While it’s not possible to eliminate these costs for any organization that owns or operates a data center, it is possible to optimize the center to be as efficient as possible so the organization pays the least amount in energy costs, removes or replaces assets before they fail or become obsolete, and addresses any problems with equipment or environment immediately, before there is a chance to damage equipment or cause more trouble. Otherwise, costs can spiral out of control.
Best Practice: Real-time Monitoring
The best practice to keep a handle on costs, track assets, and achieve this optimization is to monitor equipment in real time, throughout its lifetime, from deployment to operations and maintenance to the moment the asset is decommissioned. This controls costs, ensures optimal performance of equipment and other resources, and for many companies, compliance with relevant standards such as the PCI data security, the Health Insurance Portability and Accountability Act (HIPAA), or Service Organization Controls (SOC) to ensure security and availability of the data.
Typical data center costs impacted by real time monitoring include:
- Energy use for temperature and humidity control
- Purchase of new equipment to replace obsolete assets
- Purchase of new equipment to replace equipment damaged by leaks, failure, or changes in environmental conditions
- Downtime caused by nonworking equipment
- Purchase of new equipment to expand capacity when existing equipment is not optimized and fully utilized
- Real-time monitoring gives data center managers the ability to understand each of these issues and how they impact operations and cost.
As the biggest percentage of operating costs, energy use is a key area where organizations can optimize to cut costs. Monitoring things like power use and fan speeds will help data center managers understand how the center operates and where to make adjustments. Real-time updates about environmental conditions enable identification of potential issues before they escalate, like fire, overheating of equipment, or water or coolant leaks. And there is no more need to overcool the data center for fear of damage from overheating; with real-time sensors keeping track of the temperature and equipment performance, data center operators are notified immediately if there are drastic temperature changes.

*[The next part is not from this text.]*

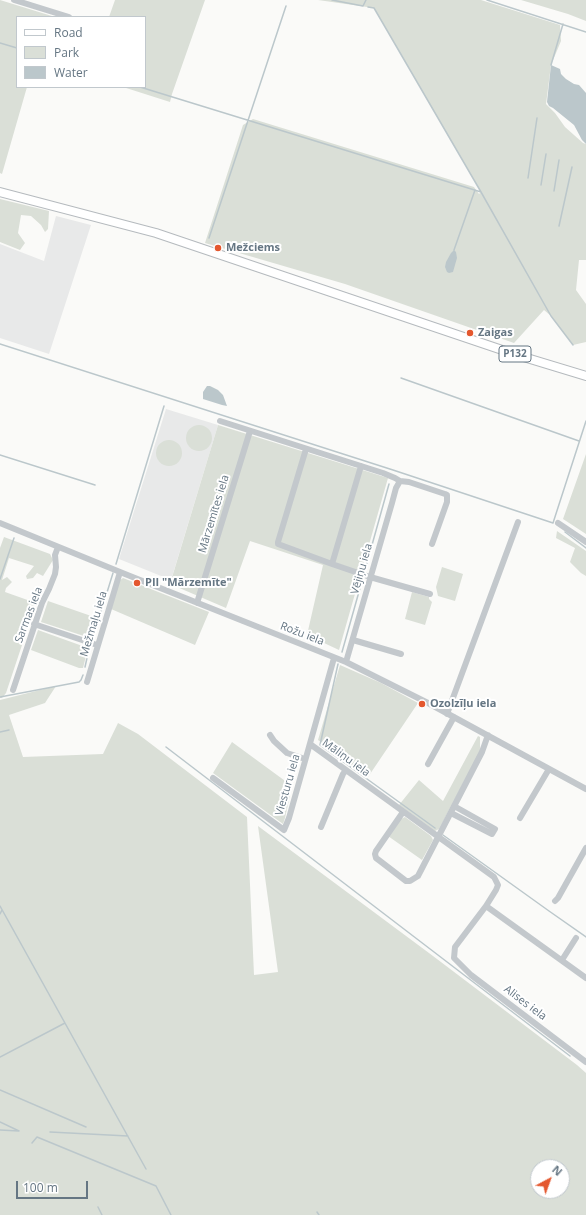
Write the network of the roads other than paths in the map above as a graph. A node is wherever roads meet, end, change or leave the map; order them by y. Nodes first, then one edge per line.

Monitoring equipment in real time enables companies to plan for the lifecycle of their assets, including removing or replacing equipment before it becomes obsolete and to plan for switching to minimize operational disruptions and additional labor costs. While equipment gets more powerful and more efficient, new equipment does not always reduce power consumption, so it’s critical to understand how the equipment in the data center, new and old, impacts power and cooling demands. Another key money saver when it comes to equipment is the ability that real-time monitoring gives companies to identify assets in danger before they are damaged and cause more significant problems (like downtime, lost data, and the need to repair or replace equipment).

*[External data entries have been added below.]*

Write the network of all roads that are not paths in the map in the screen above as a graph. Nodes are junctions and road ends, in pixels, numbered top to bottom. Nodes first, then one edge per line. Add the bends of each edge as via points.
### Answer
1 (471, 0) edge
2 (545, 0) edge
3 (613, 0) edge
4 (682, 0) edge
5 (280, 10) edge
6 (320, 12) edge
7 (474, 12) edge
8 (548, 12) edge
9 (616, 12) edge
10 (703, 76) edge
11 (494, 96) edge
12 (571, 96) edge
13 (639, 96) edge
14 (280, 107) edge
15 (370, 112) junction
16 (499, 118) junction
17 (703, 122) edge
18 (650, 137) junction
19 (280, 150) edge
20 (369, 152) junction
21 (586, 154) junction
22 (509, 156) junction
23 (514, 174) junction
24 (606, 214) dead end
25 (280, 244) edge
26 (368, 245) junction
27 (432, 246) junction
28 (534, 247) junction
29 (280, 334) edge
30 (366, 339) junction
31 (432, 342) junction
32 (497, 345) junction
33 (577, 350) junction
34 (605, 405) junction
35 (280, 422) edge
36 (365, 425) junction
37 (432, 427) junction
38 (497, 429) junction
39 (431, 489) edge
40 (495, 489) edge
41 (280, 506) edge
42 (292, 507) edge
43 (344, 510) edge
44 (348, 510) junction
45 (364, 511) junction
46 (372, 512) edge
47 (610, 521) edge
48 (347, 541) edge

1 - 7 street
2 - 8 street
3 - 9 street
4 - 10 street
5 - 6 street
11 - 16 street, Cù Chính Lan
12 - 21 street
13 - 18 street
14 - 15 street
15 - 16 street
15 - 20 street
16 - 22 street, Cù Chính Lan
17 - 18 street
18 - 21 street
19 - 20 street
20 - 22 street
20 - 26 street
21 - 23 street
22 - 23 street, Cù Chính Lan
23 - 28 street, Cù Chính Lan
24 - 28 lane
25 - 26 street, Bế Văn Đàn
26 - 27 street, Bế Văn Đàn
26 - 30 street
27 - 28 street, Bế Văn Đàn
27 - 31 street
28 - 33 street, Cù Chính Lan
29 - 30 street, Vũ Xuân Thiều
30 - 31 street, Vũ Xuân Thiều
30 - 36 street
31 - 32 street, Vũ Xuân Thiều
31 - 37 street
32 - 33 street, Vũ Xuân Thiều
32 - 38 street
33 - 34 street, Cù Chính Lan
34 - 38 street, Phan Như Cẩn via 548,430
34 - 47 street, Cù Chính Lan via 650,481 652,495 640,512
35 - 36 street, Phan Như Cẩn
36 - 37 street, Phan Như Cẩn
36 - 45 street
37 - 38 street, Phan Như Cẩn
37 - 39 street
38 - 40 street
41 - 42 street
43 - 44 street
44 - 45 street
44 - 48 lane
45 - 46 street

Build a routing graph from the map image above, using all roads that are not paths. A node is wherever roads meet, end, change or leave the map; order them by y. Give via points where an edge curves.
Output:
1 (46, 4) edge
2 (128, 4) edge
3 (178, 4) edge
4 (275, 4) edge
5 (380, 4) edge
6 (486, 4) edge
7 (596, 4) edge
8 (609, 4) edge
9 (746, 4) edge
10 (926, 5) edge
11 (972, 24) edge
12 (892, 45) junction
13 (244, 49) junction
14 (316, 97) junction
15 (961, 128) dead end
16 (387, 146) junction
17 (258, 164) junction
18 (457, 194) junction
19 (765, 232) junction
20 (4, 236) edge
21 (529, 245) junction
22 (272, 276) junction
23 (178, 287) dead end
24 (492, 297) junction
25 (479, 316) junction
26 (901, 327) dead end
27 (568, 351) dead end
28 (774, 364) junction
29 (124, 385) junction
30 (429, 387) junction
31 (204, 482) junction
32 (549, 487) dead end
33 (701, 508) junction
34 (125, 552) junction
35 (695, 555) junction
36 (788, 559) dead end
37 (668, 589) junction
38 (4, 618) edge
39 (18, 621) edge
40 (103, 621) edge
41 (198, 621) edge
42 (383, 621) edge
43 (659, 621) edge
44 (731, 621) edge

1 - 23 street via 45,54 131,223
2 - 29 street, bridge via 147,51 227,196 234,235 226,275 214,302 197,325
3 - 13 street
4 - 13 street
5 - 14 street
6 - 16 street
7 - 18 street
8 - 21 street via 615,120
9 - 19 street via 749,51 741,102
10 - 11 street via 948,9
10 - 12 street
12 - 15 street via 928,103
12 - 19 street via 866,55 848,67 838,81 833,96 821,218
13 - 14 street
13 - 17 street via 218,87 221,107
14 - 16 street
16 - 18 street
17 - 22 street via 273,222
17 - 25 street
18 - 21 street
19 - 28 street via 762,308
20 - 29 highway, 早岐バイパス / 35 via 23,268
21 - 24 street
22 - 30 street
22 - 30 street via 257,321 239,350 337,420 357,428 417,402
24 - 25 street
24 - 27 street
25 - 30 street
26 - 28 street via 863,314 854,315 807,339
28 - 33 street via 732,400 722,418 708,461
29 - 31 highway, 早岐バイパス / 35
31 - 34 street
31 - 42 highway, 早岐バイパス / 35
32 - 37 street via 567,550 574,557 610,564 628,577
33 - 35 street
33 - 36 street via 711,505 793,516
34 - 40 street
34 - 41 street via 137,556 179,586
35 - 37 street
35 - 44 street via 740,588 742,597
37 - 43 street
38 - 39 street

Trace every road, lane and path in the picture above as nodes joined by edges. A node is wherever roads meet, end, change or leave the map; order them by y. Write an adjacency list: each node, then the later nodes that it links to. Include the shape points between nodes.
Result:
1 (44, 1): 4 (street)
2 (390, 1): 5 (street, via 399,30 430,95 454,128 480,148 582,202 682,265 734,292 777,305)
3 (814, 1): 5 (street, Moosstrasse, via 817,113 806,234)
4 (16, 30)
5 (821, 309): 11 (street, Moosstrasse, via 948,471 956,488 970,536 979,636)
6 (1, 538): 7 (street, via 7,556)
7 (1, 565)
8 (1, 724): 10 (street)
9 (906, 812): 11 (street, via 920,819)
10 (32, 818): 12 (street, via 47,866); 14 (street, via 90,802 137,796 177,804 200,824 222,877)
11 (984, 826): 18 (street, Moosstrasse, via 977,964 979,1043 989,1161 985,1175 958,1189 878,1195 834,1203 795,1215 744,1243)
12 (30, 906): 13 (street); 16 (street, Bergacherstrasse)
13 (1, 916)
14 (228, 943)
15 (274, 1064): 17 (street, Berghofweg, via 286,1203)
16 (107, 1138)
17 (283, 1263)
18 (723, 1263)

Downtime is a significant cost for companies and in some circumstances can lead to loss of data or customers. Replacing equipment in a timely manner and addressing potential threats are the key ways to prevent unexpected downtime.
Many data centers are not aware of the efficiency or utilization rate of their current equipment, which can be trouble when there is a need to expand. Rather than optimizing existing equipment and getting maximum value from their investments, companies purchase new equipment to expand capacity, adding to space usage and equipment and power costs. Real-time monitoring and understanding of existing equipment and utilization reduces or eliminates this kind of overspending.
Real-time monitoring matters because it automates what is a clunky, time consuming, often inaccurate, and quickly outdated manual process. It enables companies to monitor the exact location, age, performance, maintenance history, and condition of data center assets, as well as gain critical insight into environmental conditions that impact operations.
The end result is financial savings – from reduced power, lower storage costs, more efficient use of energy resources, more efficient use of data center staff, and the ability to identify and address costly potential problems when or before they occur.
Whether an organization is managing data in-house, in different buildings within a complex or different cities, states, or countries, or using private cloud or colocation to reduce costs, they must manage their data centers to ensure they are running efficiently in terms of costs and resources.
So much of an organization’s business resides in the data center. To protect the company and its investment, it is critical to have real-time, continuous inspection and analysis of data center assets to see both the details and the big picture. With the high price tag of running a data center, any costs savings can give companies a real competitive advantage.